LeBron James says he is going to stop wearing No. 23, and he wants the rest of the league to stop wearing it as well.
Apparently, it's not enough that Michael Jordan has been inducted into the Hall of Fame and has inspired a generation of kids to shave their heads and wear baggy shorts just to "be like Mike"; it's not enough that he has truckloads of money and six MVP trophies and every year somebody is prematurely tabbed as the "next Michael Jordan," and he is a world-wide brand, and his statue stands outside the Chicago arena.
He deserves more recognition than that, according to James.
"I just think what Michael Jordan has done for the game has to be recognized in some way — soon," James explained. "There would be no LeBron James, no Kobe Bryant, no Dwyane Wade, you name all the best players in the league right now and the last 10 years, there would be none of us without Michael Jordan."
Actually, there would be no Michael Jordan if there were no Larry Bird and Magic Johnson, so let's stop the wearing of Nos. 33 and 32 as well.
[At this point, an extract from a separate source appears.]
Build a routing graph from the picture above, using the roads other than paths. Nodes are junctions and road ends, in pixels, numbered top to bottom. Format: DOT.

If those two hadn't come along, the NBA would be, well, the NHL or, worse, the MLS.
And there would have been no Bird and Magic if not for Cousy (14), Mikan (99), Bradley (24), Bing (21), Baylor (22), Abdul-Jabbar (33), Robertson (1) and many more.
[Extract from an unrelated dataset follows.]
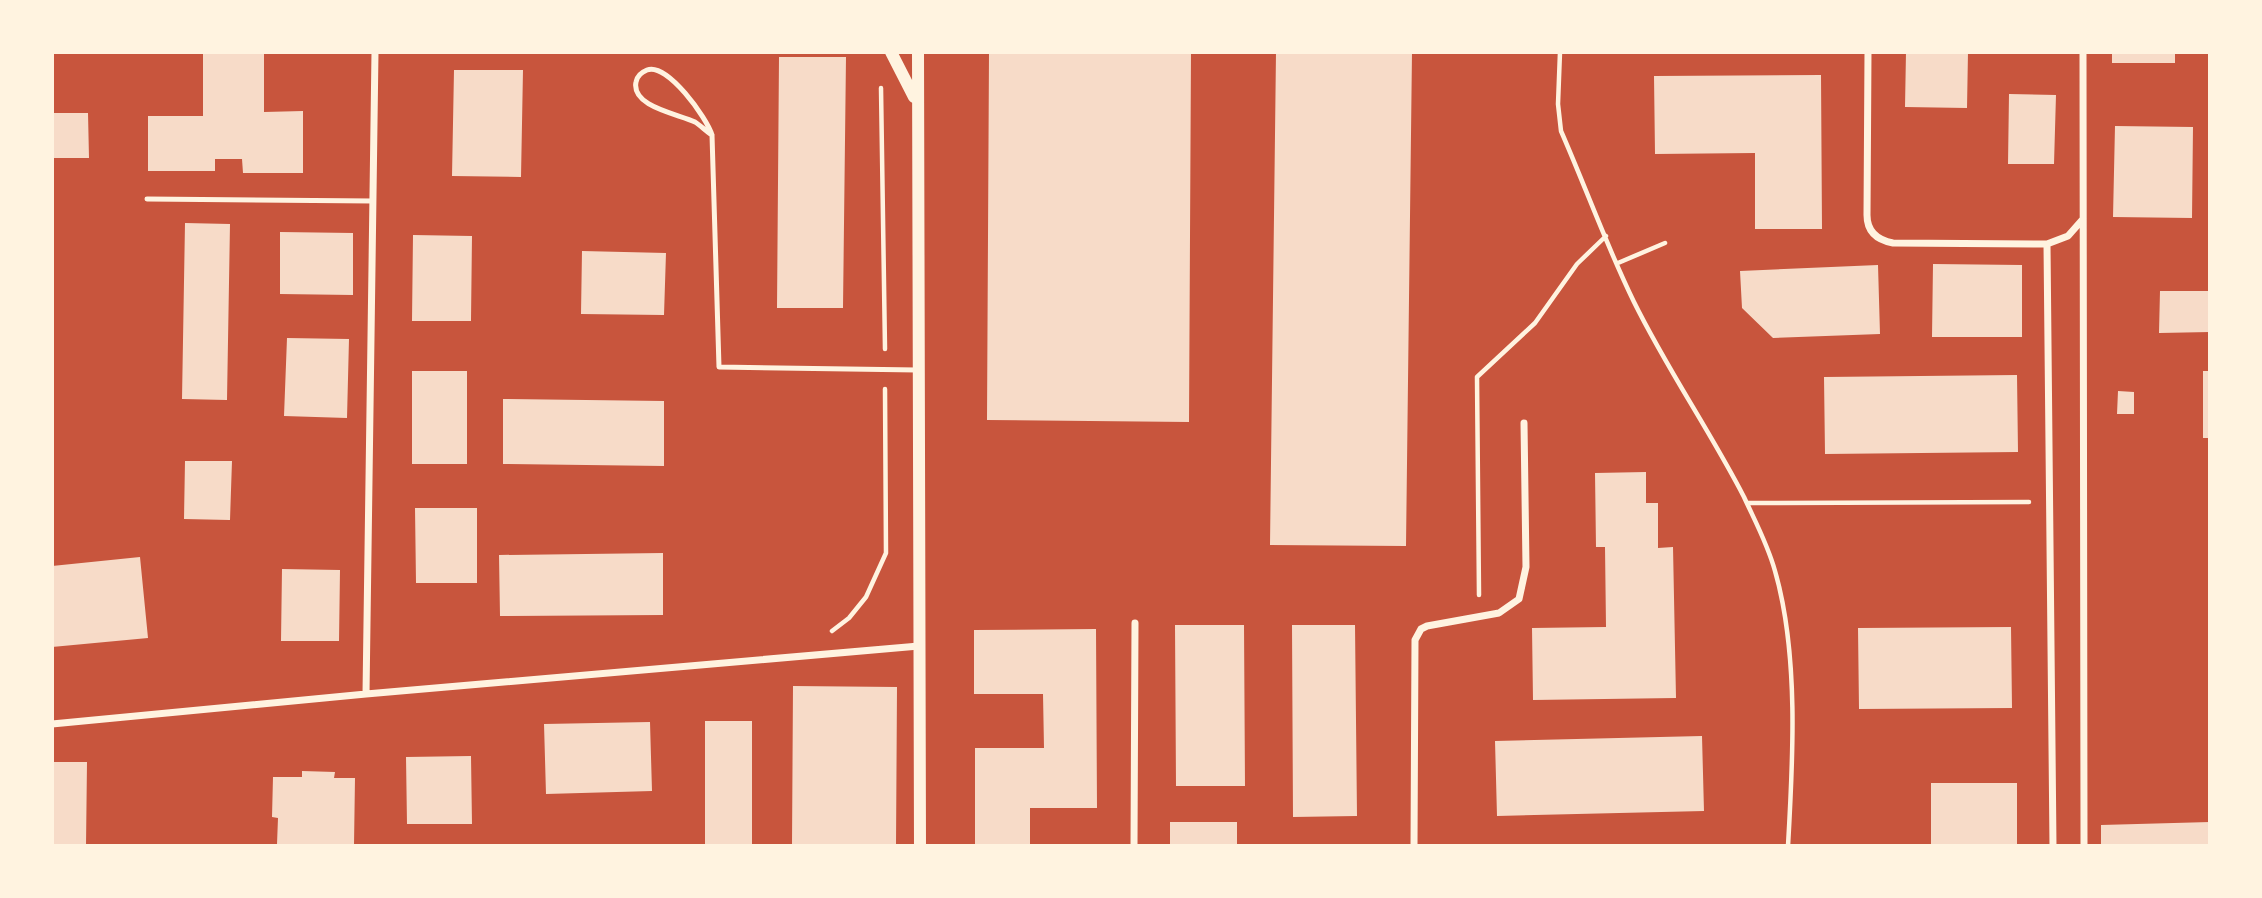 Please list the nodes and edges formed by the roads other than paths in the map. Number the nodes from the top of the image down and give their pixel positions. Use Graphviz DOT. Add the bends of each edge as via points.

Where do you draw the line for retiring numbers?
James says he will switch to No. 6, which was worn by his other favorite player, Julius Erving. But why not retire No. 6? Dr. J did much for the NBA and the ABA as a player and an ambassador. He helped make the dunk popular. He's had two different numbers retired — 6 with the Sixers, 32 with the Nets.
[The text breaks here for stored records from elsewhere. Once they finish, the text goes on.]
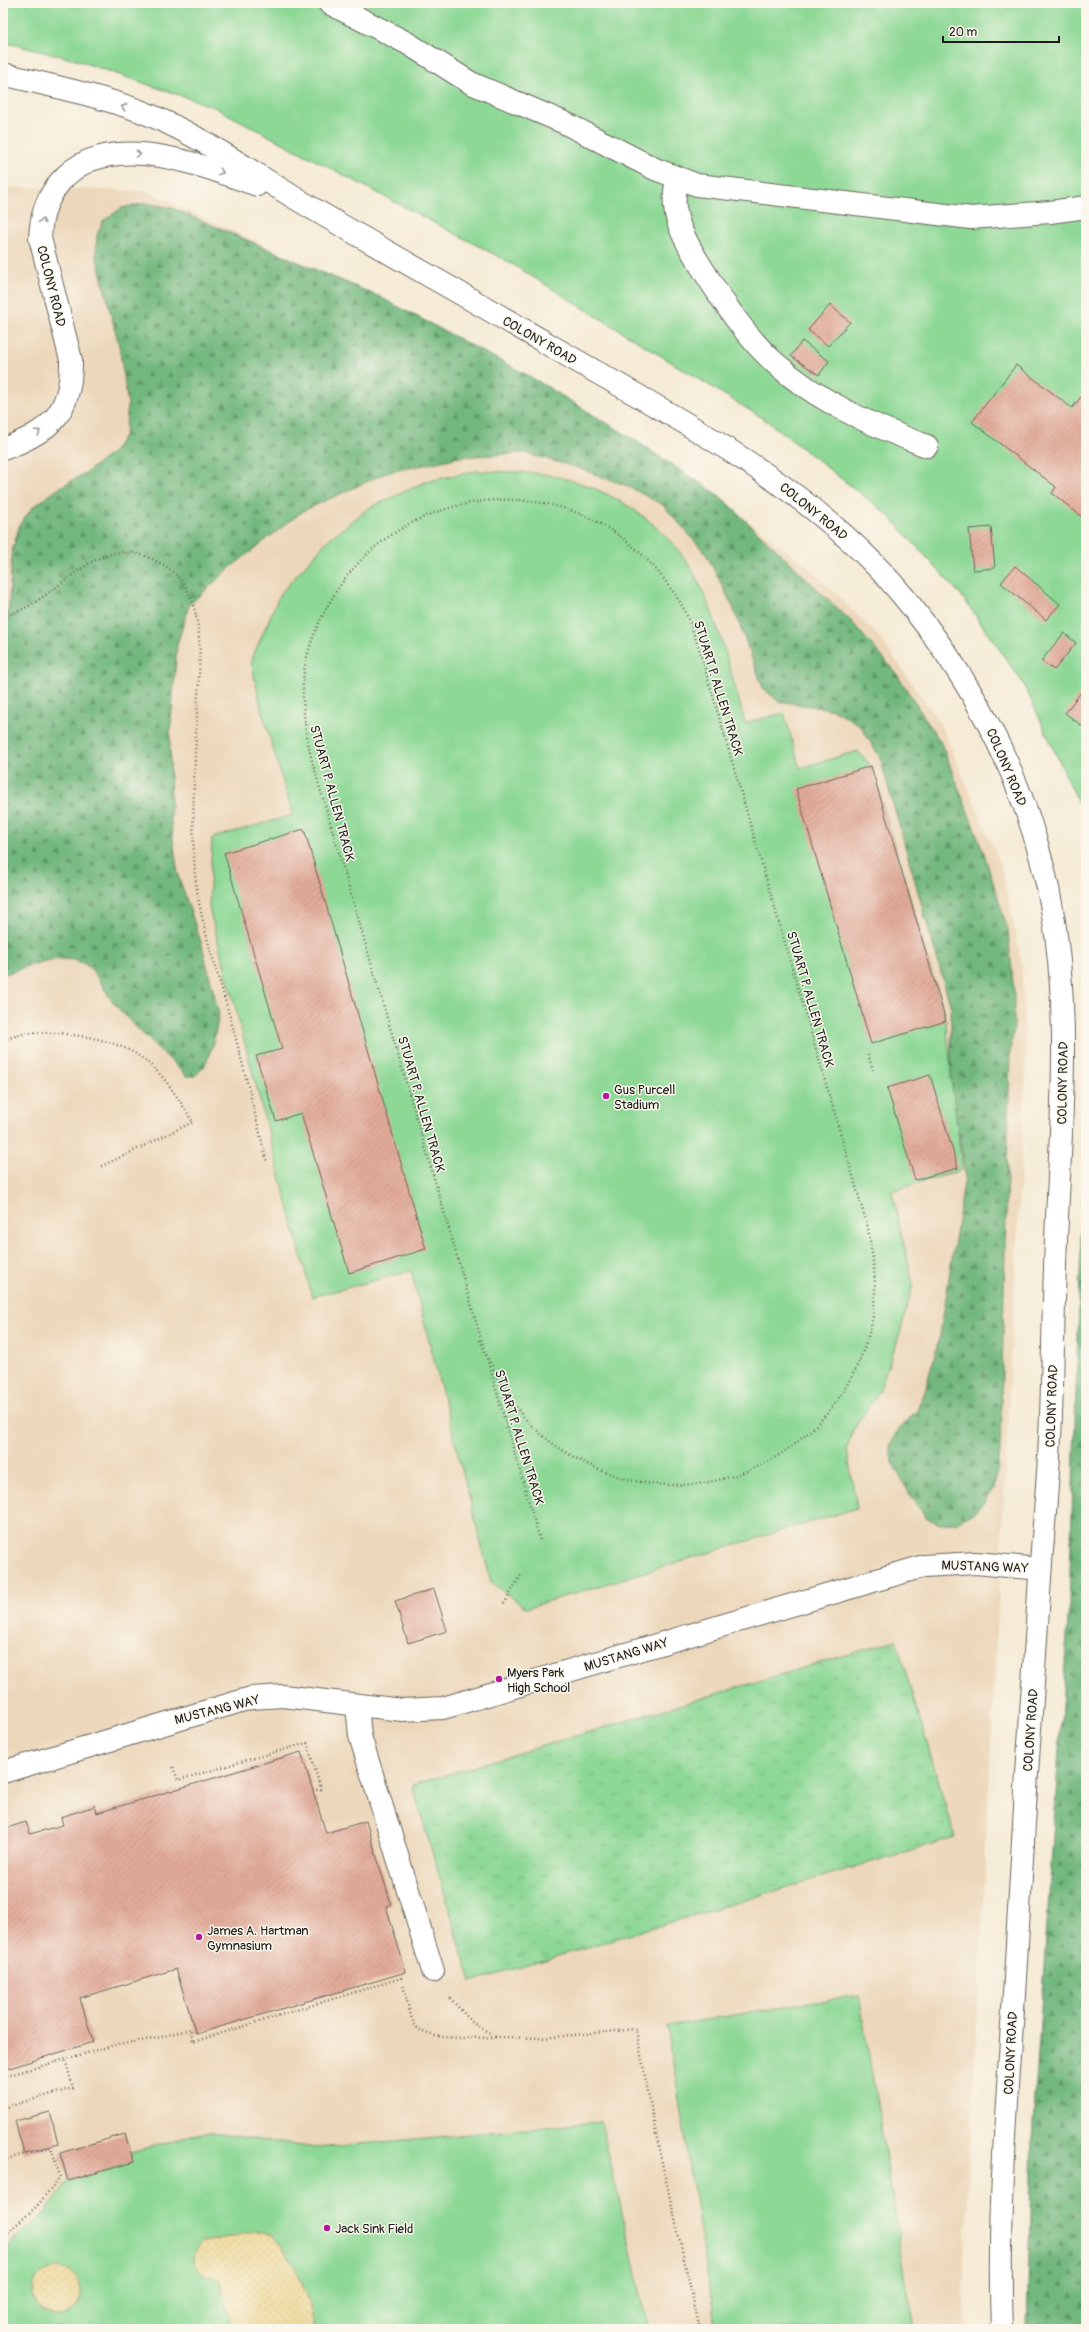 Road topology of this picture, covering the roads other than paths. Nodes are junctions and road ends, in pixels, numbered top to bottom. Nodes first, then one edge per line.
1 (329, 3) edge
2 (3, 74) edge
3 (678, 178) junction
4 (301, 202) junction
5 (1086, 207) edge
6 (928, 446) dead end
7 (3, 448) edge
8 (1040, 1569) junction
9 (357, 1705) junction
10 (3, 1772) edge
11 (433, 1971) road end
12 (1002, 2329) edge

1 - 3 street
4 -> 2 street, COLONY ROAD
3 - 5 street
3 - 6 street
7 -> 4 street, COLONY ROAD
4 - 8 street, COLONY ROAD
8 - 9 street, MUSTANG WAY
8 - 12 street, COLONY ROAD
9 - 10 street, MUSTANG WAY
9 - 11 street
The Celtics' Bill Russell wore No. 6, too. All he did was win 11 world championships as a player and a player/coach — almost twice as many as Jordan.
While we're at it, the league should retire No. 13 for Wilt Chamberlain, who changed the game and set records that will never be broken. He's had his jersey retired by three different teams. Nobody should forget the clash-of-the-titans meetings between Russell and Chamberlain and what it meant to the game.
Jerry West's No. 44 has got to go to mothballs, too — they put his likeness on the NBA logo. That must be worth something.
Only two players in the major professional sports have had a league-wide retirement of their numbers: Wayne Gretzky's 99 by the NHL and Jackie Robinson's 42 by Major League Baseball.
But drawing the line at those two — or anywhere, for that matter — seems arbitrary. Kenny Washington, Robinson's UCLA teammate, broke the color barrier in the NFL. Why not retire his No. 13?
Babe Ruth's No. 3 deserves to be retired more than Robinson's. Such a move would not be as politically correct as the retirement of Robinson's jersey, but who did more for baseball than the Bambino? His world-wide fame transcended sports and inspired legends and movies. What other athlete is still remembered so well some 75 years after he retired?
If the NFL decides to go down this road, it should retire Jim Brown's 32. He was only the greatest football player, ever, period, end of story.
And what about Johnny Unitas' No. 19? He and his Colts did for the NFL what Bird and Magic did for the NBA — put the game on TV and in the national consciousness.
NFL teams have already retired 121 numbers. NBA teams have retired 140 numbers — every number from 1 to 50 has been retired by at least one team, except 26, 27, 28, 37, 38 and 39. Major League Baseball teams have retired the numbers of 120 players. Every number from one through 50 has been retired except 13, 28, 38 and 46.
There's an epidemic of retired numbers. The Celtics have retired a whopping 21 numbers — more than one for each of their 17 world championships. If you're a Celtic, you can't wear the following numbers: 00, 1, 2 3, 6, 10, 14, 15, 16, 17, 18, 19, 21, 22, 23, 24, 25, 31, 32, 33, 35. The Utah Jazz have retired eight numbers since coming to Utah in 1979 — and they haven't even won a championship.
At this rate, they could run out of decent numbers for players to wear. Someday players might wear telephone numbers on their backs — "And playing shortstop, No. 515-283-2222, Harvey Johnson." — or fractions — 101/2 or 10.5 — serial numbers — 0A314C — or multiple digits — No. 4,372.
Some players struggle to find a number anymore. There are 13 players who wear No. 23 in the NBA this season. Oklahoma City rookie Byron Mullens switched to No. 23 because his college number, 32, had already been retired (for Fred Brown, who played for the Seattle Supersonics before they moved to Oklahoma, where people have barely heard of Fred Brown). Under James' plan, he would have to change again.
Practical considerations aside, Jordan doesn't deserve to have his jersey retired anymore than many other players who came before him. Anyway, players would bring more honor to him by wearing his jersey than by putting it away forever.